# [gelöst] no-ip geht nicht mehr...

## Martux

[EDIT]

Problem gelöst, siehe mein letztes Posting...  :Smile: 

[/EDIT] 

Hallo!

Habe folgendes Problem:

Den Rechner meiner Eltern fernwarte ich über ssh und einer no-ip-Adresse.

Das ging die ganze Zeit sehr gut, vermittels ping konnte ich feststellen ob der Rechner meiner Eltern an ist. Dann habe ich mich via ssh oder vnc dort eingeloggt.

Doch auf einmal geht es nicht mehr...

- Ich kann den Rechner nicht mehr pingen

- SSH eh nicht

- VNC auch nicht mehr.

Das krasse dabei ist, das die no-ip-Website meine oder ihre IP-Adresse sehr wohl richtig anzeigt, nur das halt keine services mehr gehen...

Kann sich das jemand erklären, oder mir?
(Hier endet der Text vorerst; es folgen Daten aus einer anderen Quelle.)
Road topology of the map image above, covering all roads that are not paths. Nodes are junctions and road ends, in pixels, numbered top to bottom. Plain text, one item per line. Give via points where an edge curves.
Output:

Bin für jeden Hinweis dankbar!

Marcus

PS: Am Internet-Setup habe ich weder bei ihnen noch bei mir was geändert *wunder, grübel, ächz*

----------

## smg

Vielleicht hilft dir das nicht bei der Problemlösung aber wenn du einen Hardware Router hast, kannst du einen DynDNS meistens eintragen.

Cheers.

----------

## Martux

He, schnelle Antwort!

Leider sind beide Rechner (meiner & der meiner Eltern) direkt über ethernet-Modems angehängt.
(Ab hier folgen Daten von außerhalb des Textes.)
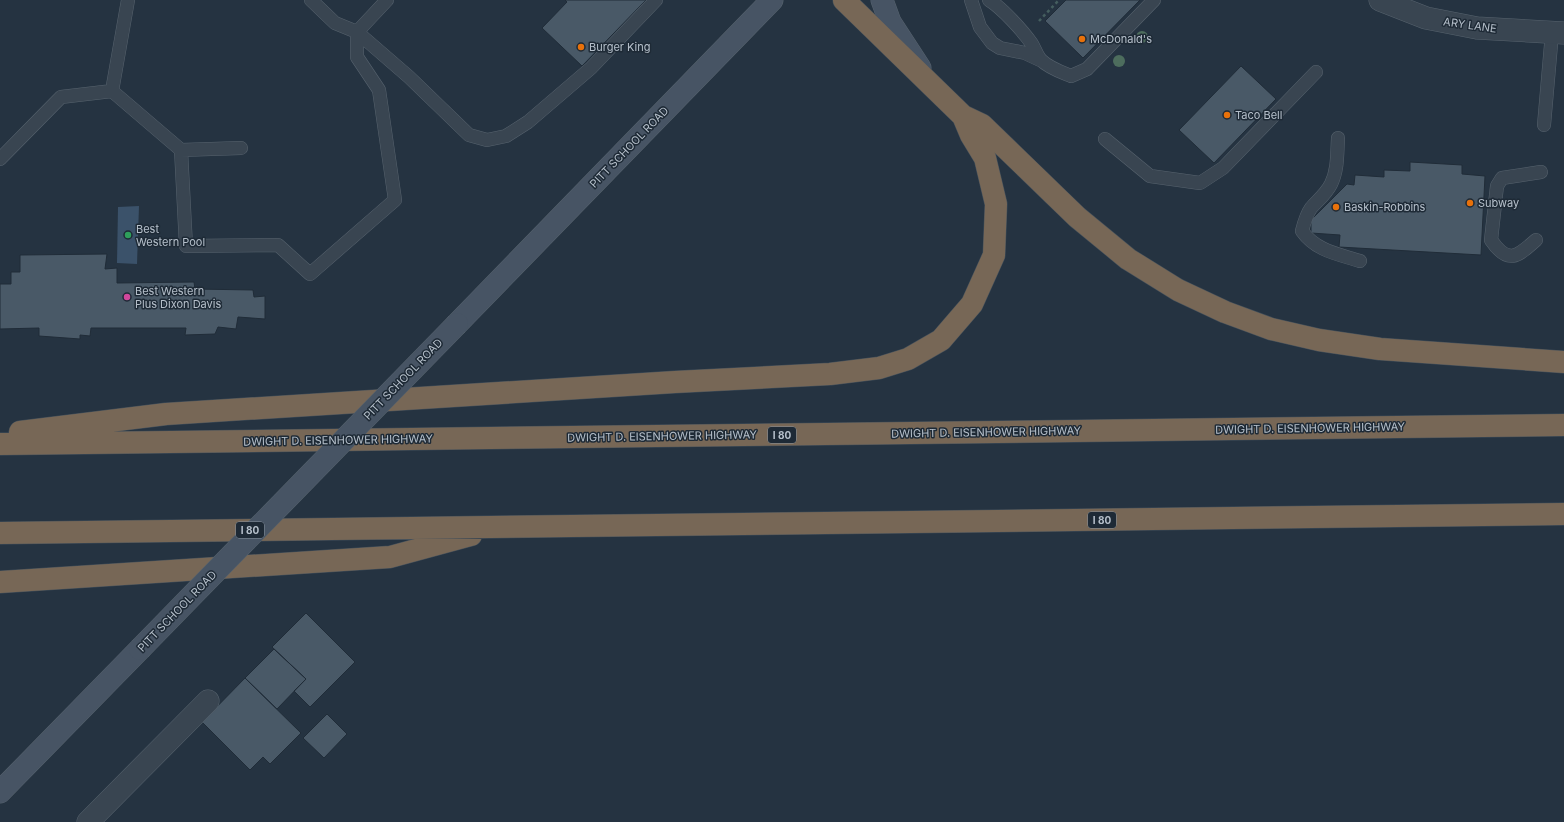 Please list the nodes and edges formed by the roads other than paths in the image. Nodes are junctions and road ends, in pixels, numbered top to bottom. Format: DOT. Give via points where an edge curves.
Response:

Firewall-Probleme fallen auch weg, das hat ja vorher in der exakt gleichen konfiguration auch geklappt.

Der no-ip-updater startet auch normal ohne Fehlermeldung auf beiden Rechnern (sonst würde die No-ip-Website ja auch nicht die richtigen IPs anzeigen).

----------

## smg

Am besten wäre es, wenn du einfach mal in die Logs gucken würdest von noip. 
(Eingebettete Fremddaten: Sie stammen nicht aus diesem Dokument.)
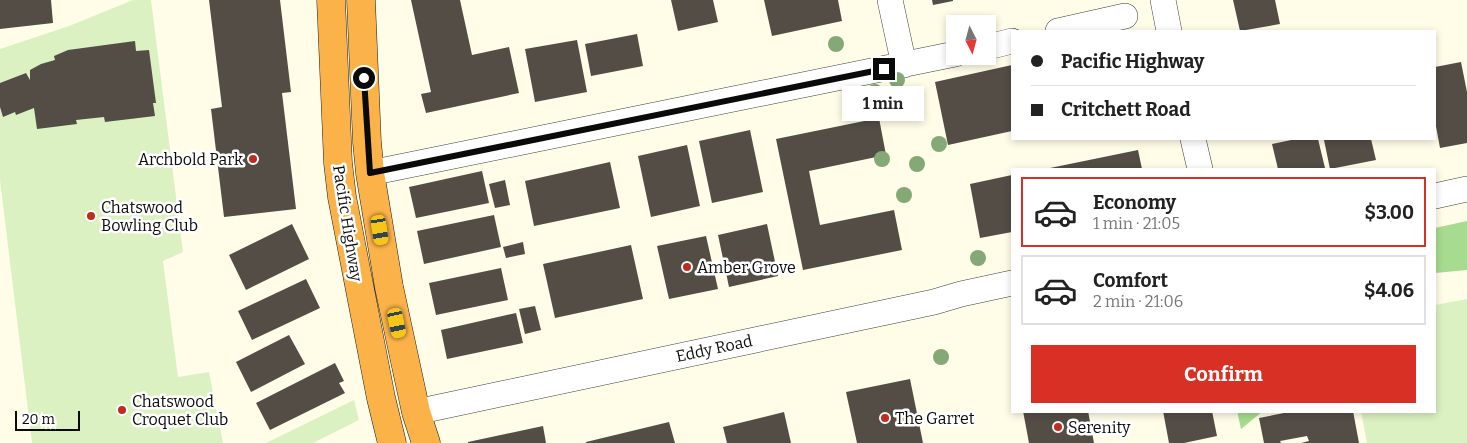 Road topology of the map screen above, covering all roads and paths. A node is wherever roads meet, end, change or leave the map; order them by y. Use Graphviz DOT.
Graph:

Falls dort etwas Signifikantes zu sehen ist, könnte das unter Umständen dir helfen.

Cheers.

----------

## Martux

Ähmmm, wo finde ich diese logs denn? In /var/log jedenfalls nicht...

----------

## smg

Ich verwende noip nicht. Aber das ist bestimmt in der Konfigurationsdatei von noip festgelegt. Eventuell steht es auch in man noip oder so.

Cheers.

----------

## think4urs11

Bist du dir auch sicher das die No-IP-Server wirklich die zu dem Zeitpunkt richtige IP-Adresse auflösen?

Mach besser mal einen Crosscheck und schau ob die IP die du per PPPoE bekommen hast wirklich der entspricht die noip meint.

Wenn beide nicht übereinstimmen ist klar warum keinerlei Zugriffe mehr gehen.

Und schau vorsichtshalber auch mal in deiner /etc/hosts nach ob du nicht irgendwann mal aus welchen Gründen auch immer mama.noip.org dort eingetragen hast... lach nicht, alles schon erlebt   :Rolling Eyes: 

----------

## Martux

JAAA! 

Habe mich gerade *nochmal* bei www.no-ip.org eingeloggt und als 

Current IP: 83.236.108.146

bekommen...

ifconfig sagt:

83.236.108.146

ARGHHH *verzweifel*

Ich glaube fast, dass das gar kein no-ip Problem ist, sondern IRGEND was anderes...

Weiß leider auch nicht genau was???

----------

## think4urs11

Kann eigentlich auch gar nichts direkt mit NoIP zu tun haben, wie denn auch?

Das eine ist eine simple DNS-Abfrage und das andere ist eine Verbindung zur IP die von NoIP zurückgeliefert wird.

Und entweder der entsprechende Dienst auf dieser IP antwortet oder eben nicht.

Hast du schonmal bei QSC nachgefragt ob die vielleicht neuerdings eingehende Ports <1023 blocken oder ähnliche Geschichten?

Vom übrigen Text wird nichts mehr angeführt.